# Activity
Only the lines from the one containing "Turn all roads" through the end of the entries should be repeated, exactly as they appear, first and last included.

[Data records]
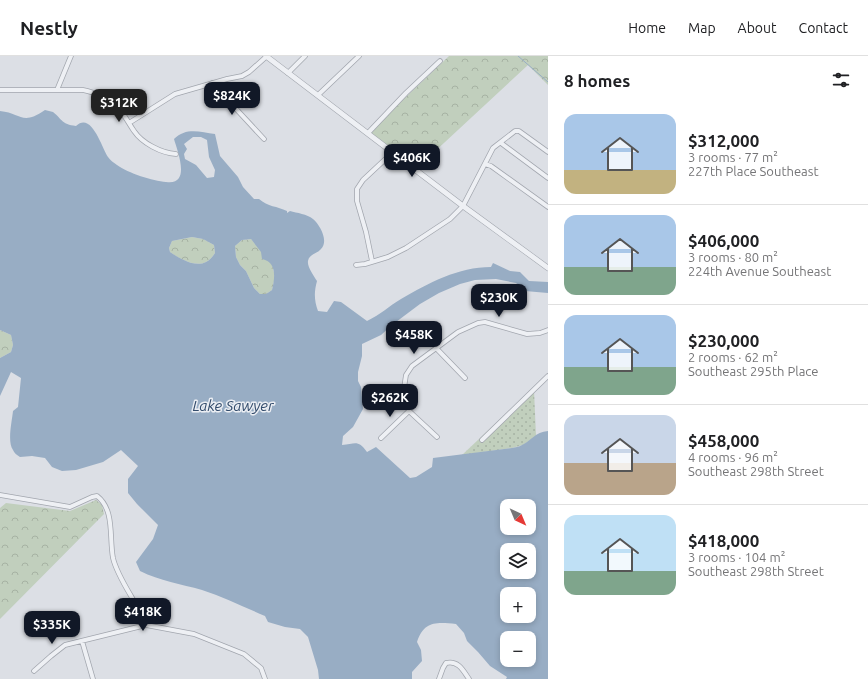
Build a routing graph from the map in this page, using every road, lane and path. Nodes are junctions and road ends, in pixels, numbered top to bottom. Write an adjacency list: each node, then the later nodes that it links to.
1 (71, 56): 9 (street)
2 (266, 56): 6 (street); 7 (street)
3 (304, 56): 6 (street)
4 (359, 56): 10 (street)
5 (440, 61): 12 (street)
6 (288, 72): 10 (street)
7 (212, 83): 11 (street); 13 (street)
8 (0, 90): 9 (street)
9 (57, 90): 11 (street)
10 (318, 95): 12 (street)
11 (129, 123): 17 (street)
12 (368, 133): 15 (street)
13 (264, 138)
14 (501, 143): 16 (street); 18 (street); 19 (street)
15 (393, 152): 20 (street); 22 (street)
16 (548, 152)
17 (176, 154)
18 (485, 164): 20 (street); 21 (street)
19 (548, 178)
20 (463, 206): 22 (street); 24 (street)
21 (548, 207)
22 (372, 261): 23 (street)
23 (356, 265)
24 (548, 268)
25 (548, 330): 26 (street)
26 (436, 348): 28 (street); 29 (street)
27 (548, 376): 32 (street)
28 (465, 378)
29 (410, 411): 30 (street); 31 (street)
30 (437, 436)
31 (380, 438)
32 (482, 440)
33 (0, 495): 34 (street)
34 (146, 625): 35 (street); 38 (street)
35 (82, 641): 36 (street); 37 (street)
36 (34, 671)
37 (93, 679)
38 (265, 679)
39 (439, 679): 40 (street)
40 (469, 679)

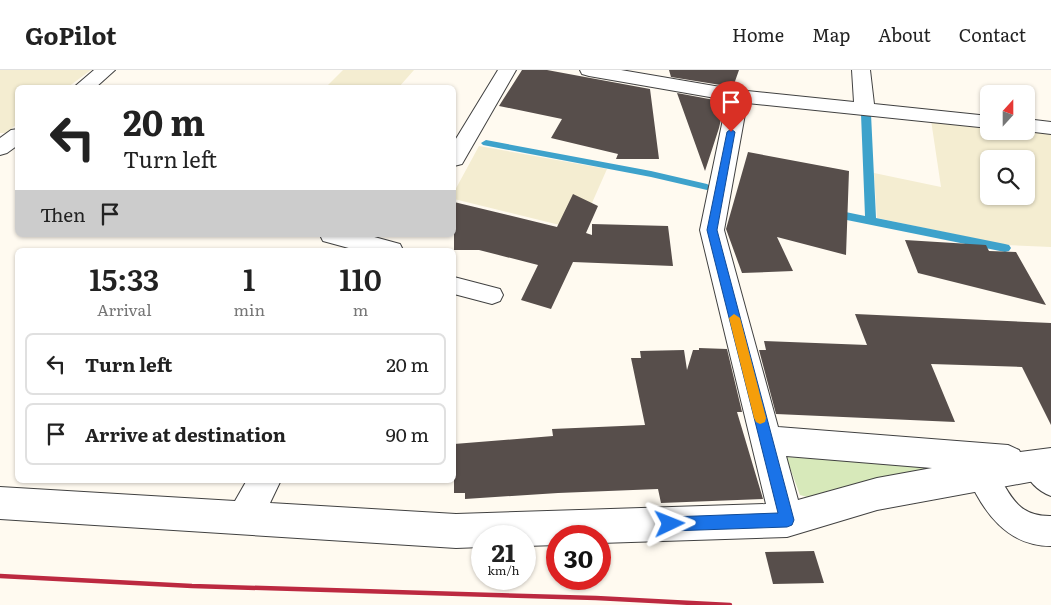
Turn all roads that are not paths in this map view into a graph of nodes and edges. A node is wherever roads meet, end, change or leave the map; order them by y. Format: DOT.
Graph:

# Output below
Turn all roads that are not paths in this map view into a graph of nodes and edges. A node is wherever roads meet, end, change or leave the map; order them by y. Format: DOT.
Graph:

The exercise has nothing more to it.